Senate joint resolution 200 of the Eightieth Congress, a predecessor of the Lodge-Gossett Amendment which passed the Senate of the succeeding Congress, provided that in case a computation of its figures resulted in a tie "then the one for whom the greatest number of popular votes were cast shall be President."12 This proposal would give the nation every chance to make a decision according to its federal principles, but it says that if the recognition of the states, as such, results in an absolute equality, then the deadlock is to be resolved by a resort to the theory of a unitary government.

The use of a single executive constituency prevails in forty-seven of the states (all but Georgia) in connection with the election of the governors. It is not a foreign idea. In order for the voice of the people to be heard directly under the proposal embodied in the above resolution, it would first have to come so close to hurdling the federal obstacles that only the narrowest possible margin prevented its success. The people of the few most populous states could dominate the final determination of the next President only by achieving a complete unanimity. This they have never been able to do. The unit vote, which bestows an artificial unanimity on each of the states, would play no part in the proposal to solve the election by an eventual reliance upon the aggregate popular vote. The winner of such a closely contested election would have received a federalistic support equal to that of his nearest opponent and a unitary-type backing that was greater. Some distortion of the popular vote might create the tie to begin with, but this would not be compounded by any further juggling of figures. Neither congressmen nor special electors would be given the opportunity to flout the will of the people. No bargains and no switching of votes could occur. The entire decision would be based upon the single popular

12 Amending the Constitution with Respect to Election of President and Vice-President (To Abolish the Electoral College System, Etc.) Hearing before a subcommittee of the Committee on the Judiciary, United States Senate, 80th Cong., 2d Sess., April 26, 1948 (Washington: Government Printing Office, 1948), p. 2, or see other records of the 80th Congress.
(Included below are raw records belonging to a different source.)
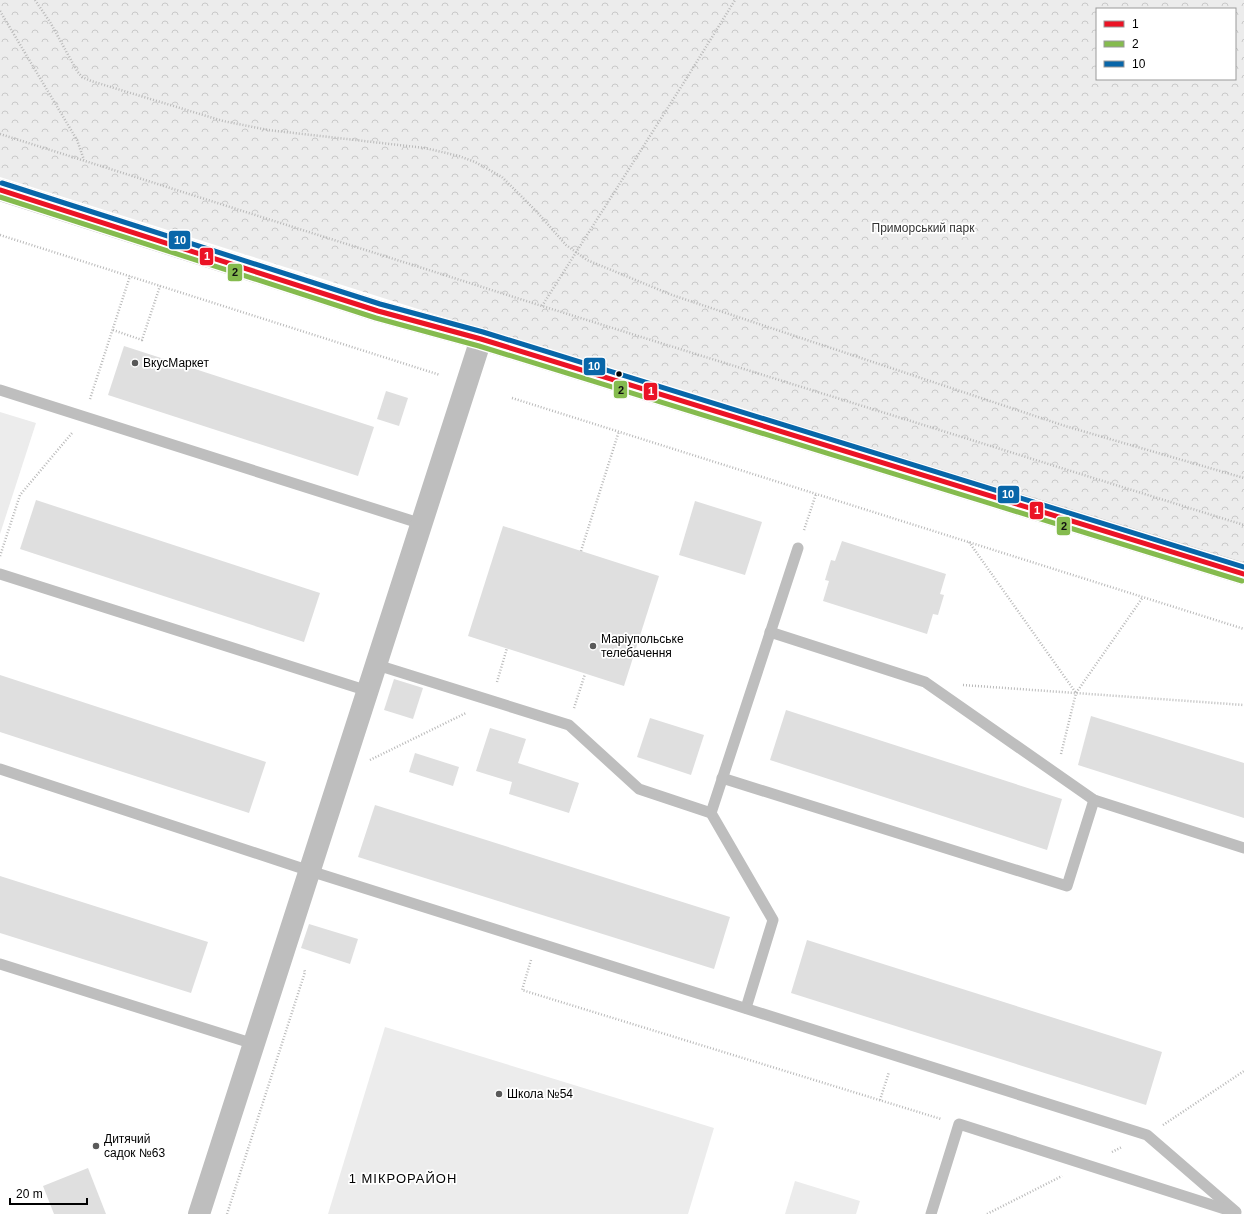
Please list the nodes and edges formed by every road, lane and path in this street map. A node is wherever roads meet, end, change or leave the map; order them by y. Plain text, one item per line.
1 (35, 0) edge
2 (735, 0) edge
3 (0, 11) edge
4 (0, 134) edge
5 (84, 160) junction
6 (0, 190) edge
7 (0, 235) edge
8 (576, 253) junction
9 (130, 276) junction
10 (160, 286) junction
11 (542, 306) junction
12 (112, 330) junction
13 (481, 339) junction
14 (440, 375) dead end
15 (0, 390) edge
16 (512, 398) dead end
17 (85, 417) junction
18 (618, 432) junction
19 (1244, 478) edge
20 (816, 494) junction
21 (422, 524) junction
22 (1244, 525) edge
23 (968, 542) junction
24 (798, 548) joint
25 (581, 551) dead end
26 (0, 558) edge
27 (0, 574) edge
28 (1244, 574) edge
29 (1143, 597) junction
30 (1244, 629) edge
31 (770, 632) junction
32 (507, 648) dead end
33 (377, 665) junction
34 (585, 674) dead end
35 (962, 685) dead end
36 (368, 691) junction
37 (1076, 693) junction
38 (491, 701) junction
39 (1244, 705) edge
40 (569, 725) junction
41 (0, 769) edge
42 (1056, 774) junction
43 (341, 775) junction
44 (722, 778) junction
45 (1094, 800) junction
46 (711, 813) junction
47 (1244, 848) edge
48 (310, 871) junction
49 (536, 942) junction
50 (0, 964) edge
51 (746, 1008) junction
52 (254, 1044) junction
53 (894, 1055) junction
54 (1244, 1071) edge
55 (880, 1100) junction
56 (958, 1124) junction
57 (1147, 1135) junction
58 (1239, 1213) edge
59 (199, 1214) edge
60 (931, 1214) edge

1 - 8 path
2 - 8 path
3 - 5 path
4 - 5 path
5 - 11 path
6 - 13 main road
7 - 9 path
8 - 11 path
8 - 19 path
9 - 10 path
9 - 12 path
10 - 12 path
10 - 14 path
11 - 22 path
12 - 17 path
13 - 21 street
13 - 28 main road
15 - 17 lane
16 - 18 path
17 - 21 lane
17 - 26 path
18 - 20 path
18 - 25 path
20 - 23 path
20 - 24 path
21 - 33 street
23 - 29 path
23 - 37 path
24 - 31 lane
27 - 36 lane
29 - 30 path
29 - 37 path
31 - 42 lane
31 - 44 lane
32 - 38 path
33 - 36 street
33 - 38 lane
34 - 40 path
35 - 37 path
36 - 43 street
37 - 39 path
37 - 42 path
38 - 40 lane
38 - 43 path
40 - 46 lane
41 - 48 lane
42 - 45 lane
43 - 48 street
44 - 45 lane
44 - 46 lane
45 - 47 lane
46 - 51 lane
48 - 49 lane
48 - 52 street
49 - 51 lane
49 - 55 path
50 - 52 lane
51 - 53 lane
52 - 59 street
53 - 55 path
53 - 57 lane
54 - 57 path
55 - 56 path
56 - 58 lane
56 - 60 lane
57 - 58 lane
suffrage, construed first one way and then another. No new opportunities for maneuvering or campaigning would be made available. This is by far the simplest and most adequate method of solving a deadlock. If no other change in the electoral college system is made, this one would be worthwhile. In the absence of such a remedial amendment, there remains a stronger argument for abolition of the electoral college mode than would otherwise be the case.

The only adverse criticism that may be directed against a final reference to the popular vote to break an electoral deadlock is that it would make for a peaceful and sure solution of any deadlock, so that the people would be satisfied to perpetuate the other unsatisfactory but hidden parts of the election machinery. Perhaps a highly agitated choice of a President by the House of Representatives is the catalyst required to bring about the total reform that the nation needs. One deadlocked election in the twentieth century would probably be the last presidential election under the electoral college system.

The present method of solving an electoral deadlock for either the presidency or vice-presidency,13 and most of the proposed reforms, are seriously lacking in their respect for orderly, legal, and representative government. The most acceptable manner of concluding a suspended election would be a resort to the popular vote.

The inescapable conclusion to this entire discussion is that it has dealt with an irksome problem that should never be raised. The system of presidential election should be so constructed as to avoid any possibility of deadlock. This would require the abolition of the electors as they exist today, and an abandonment of the ficticious majority requirement. As is apparent from even a cursory perusal of the other articles in this Manual, the objections to the present manner of resolving electoral deadlocks constitute only one of many arguments for abolition of the electoral. college system.

13 The Twelfth Amendment provides for the vice-presidency in much the same way as for the presidency, except that only the two highest candidates may be considered. The Senate, however, is constructed to operate in terms of state equality at all times. Offsetting this slight advantage is the serious defect involved in the possibility that the Senate might choose a Vice-President from the party in opposition to the President.

(The following is a study prepared by Walter Kravitz, History and Government Division, Legislative Reference Service, Library of Congress, dated December 7, 1960.)

History

RESIDENCE REQUIREMENTS FOR VOTING

Residence requirements as a qualification for voting in this country date back to colonial days. The practice was probably imported from England where the question was treated as early as 1413.' But while its application atrophied in England,' the American colonies, and later the States, gradually elaborated upon their earlier requirements.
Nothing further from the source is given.